But a leaked document from University of Missouri suggests that those restrictive, victim-blaming steps are exactly what they’re planning. According to University of Missouri alumnus Rob Fox, school chancellor R. Bowen Loftin contacted the Mizzou Fraternity Alumni Consortium and asked them to come up with some rules for campus fraternities to reduce sexual assault. What they came up with was pretty much the frat guy-mentality nonsense you’d expect, minus alcohol—my apologies to any readers currently or formerly in fraternities who don’t think women are the reason that women get sexually assaulted.

Fox Instagrammed the invite to the discussion to create the rules:

In the time it took the school to write this pictured release 12 Mizzou students were assaulted on or around campus.* Not sure what the exact details of these policies are yet (though I have heard rumors) but suffice it to say they are definitely a step further in universities treating their students like little children whose hands need to be held longer and longer instead of letting them learn how to be adults. And specifically on the part of @mizzou, the Greek Life office, and fraternity alumni, especially in regard to the impending guest visitation policy, this is apparently a confirmation they believe all fraternity men to be potential attackers and all their female students to be potential victims above all else, at least from Thursday through Saturday. The issues these policies are attempting to address are serious and immediate, and need to be dealt with for sure. We’ll see what the actual details are, but it’s seeming like the rules that are going to be implemented are lazy, broad, dismissive of student intelligence and integrity, and more about liability than student safety. *Rough estimate based on the school and local police department’s ability to keep its students safe from the things that have far more often proved to be dangerous to them than frat parties.

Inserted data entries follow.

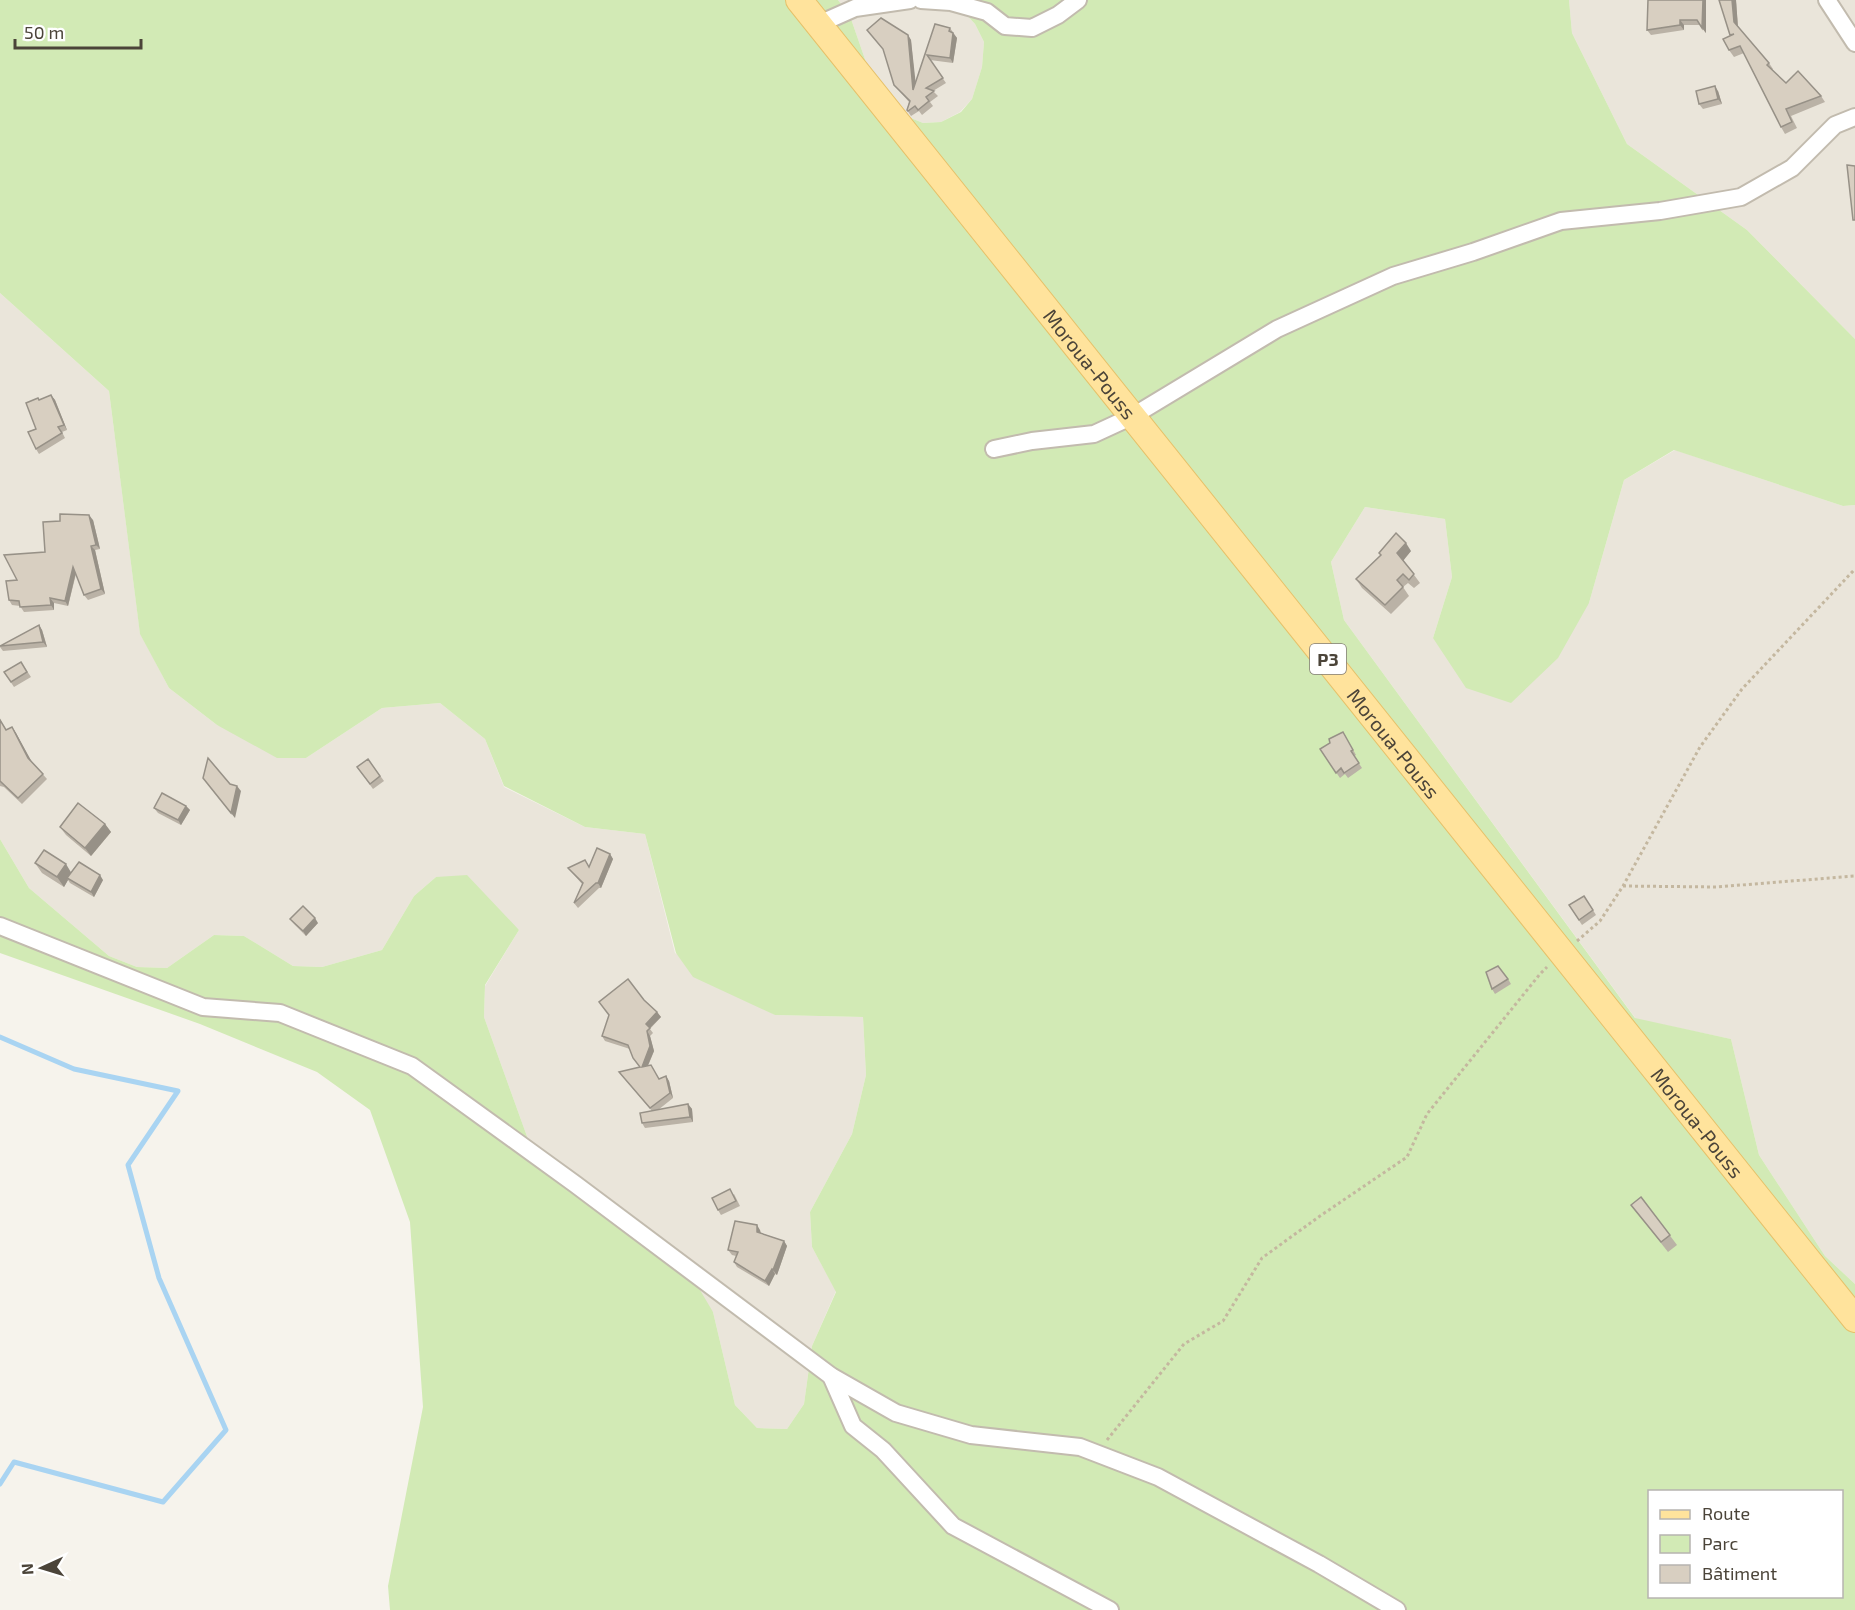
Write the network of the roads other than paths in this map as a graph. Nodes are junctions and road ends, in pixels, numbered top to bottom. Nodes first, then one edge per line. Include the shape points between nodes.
1 (799, 0) edge
2 (910, 0) edge
3 (921, 0) edge
4 (1078, 0) edge
5 (1827, 0) edge
6 (819, 24) junction
7 (1855, 43) edge
8 (1855, 117) edge
9 (1133, 416) junction
10 (994, 449) dead end
11 (0, 926) edge
12 (1855, 1319) edge
13 (831, 1376) junction
14 (1110, 1610) edge
15 (1397, 1610) edge

1 - 6 main road, Moroua-Pouss / P3
2 - 6 street via 855,9
3 - 4 street via 951,2 987,12 1005,26 1032,28
5 - 7 street
6 - 9 main road, Moroua-Pouss / P3
8 - 9 street via 1835,125 1792,168 1741,198 1660,211 1561,220 1393,276 1277,329
9 - 10 street via 1094,434
9 - 12 main road, Moroua-Pouss / P3
11 - 13 street via 203,1007 280,1013 412,1066
13 - 14 street via 853,1426 883,1450 953,1526
13 - 15 street via 896,1413 971,1435 1080,1447 1158,1477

A photo posted by Rob Fox (@bacontfm) on

And he says that, among more understandable solutions like a summit with the Consortium and fraternity/sorority leaders on preventing assault, they also came to the conclusion that hard alcohol should be banned in favor of beer, and… well, this:

“Women students as guests in fraternity houses” – Women would not be allowed in fraternity houses between the hours of 10 PM and 3 AM on Thursday, Friday and Saturday nights as well as everyday during syllabus week and stop day each semester.

Students are understandably upset, and women who represent sororities on campus sent a letter to the chancellor expressing their displeasure that they were left out of the process of creating the rules that place restrictions on them under the guise of safety. After all, the solution they’re proposing is to literally penalize women by placing them under curfew because there is apparently no other way to control what men do between the hours of 10 and 3 than place restrictions on women.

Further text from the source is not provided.